> [THE PROBLEM]: Go through the records and filter out every line lacking the word "view"; copy the lines that remain.

Data excerpts
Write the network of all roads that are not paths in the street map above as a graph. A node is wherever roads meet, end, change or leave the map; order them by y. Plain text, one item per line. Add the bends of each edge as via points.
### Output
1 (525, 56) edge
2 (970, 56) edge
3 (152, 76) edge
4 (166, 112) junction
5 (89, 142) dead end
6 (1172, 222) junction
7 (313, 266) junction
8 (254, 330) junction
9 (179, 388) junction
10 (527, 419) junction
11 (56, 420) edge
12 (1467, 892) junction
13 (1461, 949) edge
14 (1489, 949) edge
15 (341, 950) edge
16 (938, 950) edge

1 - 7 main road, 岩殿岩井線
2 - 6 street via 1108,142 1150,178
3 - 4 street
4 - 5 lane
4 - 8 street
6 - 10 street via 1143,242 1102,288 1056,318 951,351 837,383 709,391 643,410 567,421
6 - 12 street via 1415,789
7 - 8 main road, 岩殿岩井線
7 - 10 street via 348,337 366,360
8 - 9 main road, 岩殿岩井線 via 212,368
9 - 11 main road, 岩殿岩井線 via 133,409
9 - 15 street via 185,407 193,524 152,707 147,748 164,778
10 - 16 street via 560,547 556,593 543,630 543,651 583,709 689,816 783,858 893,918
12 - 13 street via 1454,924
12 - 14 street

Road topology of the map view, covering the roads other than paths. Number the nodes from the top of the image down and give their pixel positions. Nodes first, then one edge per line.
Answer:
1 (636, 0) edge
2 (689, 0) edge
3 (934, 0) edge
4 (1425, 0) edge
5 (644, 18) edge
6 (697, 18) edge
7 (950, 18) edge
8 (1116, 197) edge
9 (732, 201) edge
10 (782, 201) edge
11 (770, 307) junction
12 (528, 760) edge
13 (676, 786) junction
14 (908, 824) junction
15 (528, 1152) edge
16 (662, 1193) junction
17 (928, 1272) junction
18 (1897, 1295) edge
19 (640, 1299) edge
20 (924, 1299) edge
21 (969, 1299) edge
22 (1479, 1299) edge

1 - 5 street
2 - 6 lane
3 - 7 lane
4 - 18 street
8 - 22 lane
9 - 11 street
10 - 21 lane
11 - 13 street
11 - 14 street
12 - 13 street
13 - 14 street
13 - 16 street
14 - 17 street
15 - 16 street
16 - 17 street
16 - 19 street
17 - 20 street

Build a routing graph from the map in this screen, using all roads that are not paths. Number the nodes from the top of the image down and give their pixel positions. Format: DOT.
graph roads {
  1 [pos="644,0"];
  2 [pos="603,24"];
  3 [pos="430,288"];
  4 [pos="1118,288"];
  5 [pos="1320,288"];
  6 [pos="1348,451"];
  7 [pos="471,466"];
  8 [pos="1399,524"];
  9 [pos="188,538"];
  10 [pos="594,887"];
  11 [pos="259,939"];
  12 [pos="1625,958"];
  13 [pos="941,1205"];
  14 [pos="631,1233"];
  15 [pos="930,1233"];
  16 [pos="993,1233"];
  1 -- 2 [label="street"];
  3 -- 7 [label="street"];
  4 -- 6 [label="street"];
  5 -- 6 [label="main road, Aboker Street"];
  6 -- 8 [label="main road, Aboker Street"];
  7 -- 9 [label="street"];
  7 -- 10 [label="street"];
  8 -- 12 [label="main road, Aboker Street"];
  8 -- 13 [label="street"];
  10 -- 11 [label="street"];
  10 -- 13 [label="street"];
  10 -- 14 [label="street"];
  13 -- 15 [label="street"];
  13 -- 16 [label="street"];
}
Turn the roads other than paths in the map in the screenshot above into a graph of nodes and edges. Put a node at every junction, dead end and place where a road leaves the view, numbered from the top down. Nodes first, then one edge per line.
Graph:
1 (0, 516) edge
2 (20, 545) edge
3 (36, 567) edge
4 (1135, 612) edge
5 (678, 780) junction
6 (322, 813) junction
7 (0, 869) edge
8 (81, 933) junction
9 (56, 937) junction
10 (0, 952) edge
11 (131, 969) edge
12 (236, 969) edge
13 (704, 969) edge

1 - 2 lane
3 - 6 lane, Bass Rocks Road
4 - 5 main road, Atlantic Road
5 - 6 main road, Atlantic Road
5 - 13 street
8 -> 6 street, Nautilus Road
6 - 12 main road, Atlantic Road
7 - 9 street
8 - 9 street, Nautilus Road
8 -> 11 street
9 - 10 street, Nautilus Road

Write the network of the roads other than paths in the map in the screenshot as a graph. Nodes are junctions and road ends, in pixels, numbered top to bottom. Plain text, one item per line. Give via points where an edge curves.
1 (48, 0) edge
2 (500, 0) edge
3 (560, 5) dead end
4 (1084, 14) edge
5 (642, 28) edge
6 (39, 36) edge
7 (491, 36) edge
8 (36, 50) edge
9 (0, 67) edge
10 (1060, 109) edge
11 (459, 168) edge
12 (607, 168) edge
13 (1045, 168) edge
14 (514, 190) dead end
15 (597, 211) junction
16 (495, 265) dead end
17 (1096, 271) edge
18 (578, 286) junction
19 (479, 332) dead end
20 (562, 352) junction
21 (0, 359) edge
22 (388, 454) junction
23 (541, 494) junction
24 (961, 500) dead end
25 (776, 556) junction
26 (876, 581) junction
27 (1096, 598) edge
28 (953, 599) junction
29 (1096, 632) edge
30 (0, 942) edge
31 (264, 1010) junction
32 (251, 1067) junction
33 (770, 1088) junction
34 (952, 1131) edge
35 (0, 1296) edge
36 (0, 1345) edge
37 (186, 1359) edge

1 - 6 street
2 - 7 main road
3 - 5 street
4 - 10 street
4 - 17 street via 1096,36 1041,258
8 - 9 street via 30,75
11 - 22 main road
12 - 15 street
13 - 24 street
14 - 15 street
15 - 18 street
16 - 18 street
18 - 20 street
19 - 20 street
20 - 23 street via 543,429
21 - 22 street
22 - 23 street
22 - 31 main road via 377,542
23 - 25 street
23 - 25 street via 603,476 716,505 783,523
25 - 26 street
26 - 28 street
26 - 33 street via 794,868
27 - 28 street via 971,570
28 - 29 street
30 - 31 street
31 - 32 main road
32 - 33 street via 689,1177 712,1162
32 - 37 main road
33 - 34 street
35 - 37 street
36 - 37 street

> [OUTPUT OF THE EXERCISE]:
Road topology of the map view, covering the roads other than paths. Number the nodes from the top of the image down and give their pixel positions. Nodes first, then one edge per line.
Turn the roads other than paths in the map in the screenshot above into a graph of nodes and edges. Put a node at every junction, dead end and place where a road leaves the view, numbered from the top down. Nodes first, then one edge per line.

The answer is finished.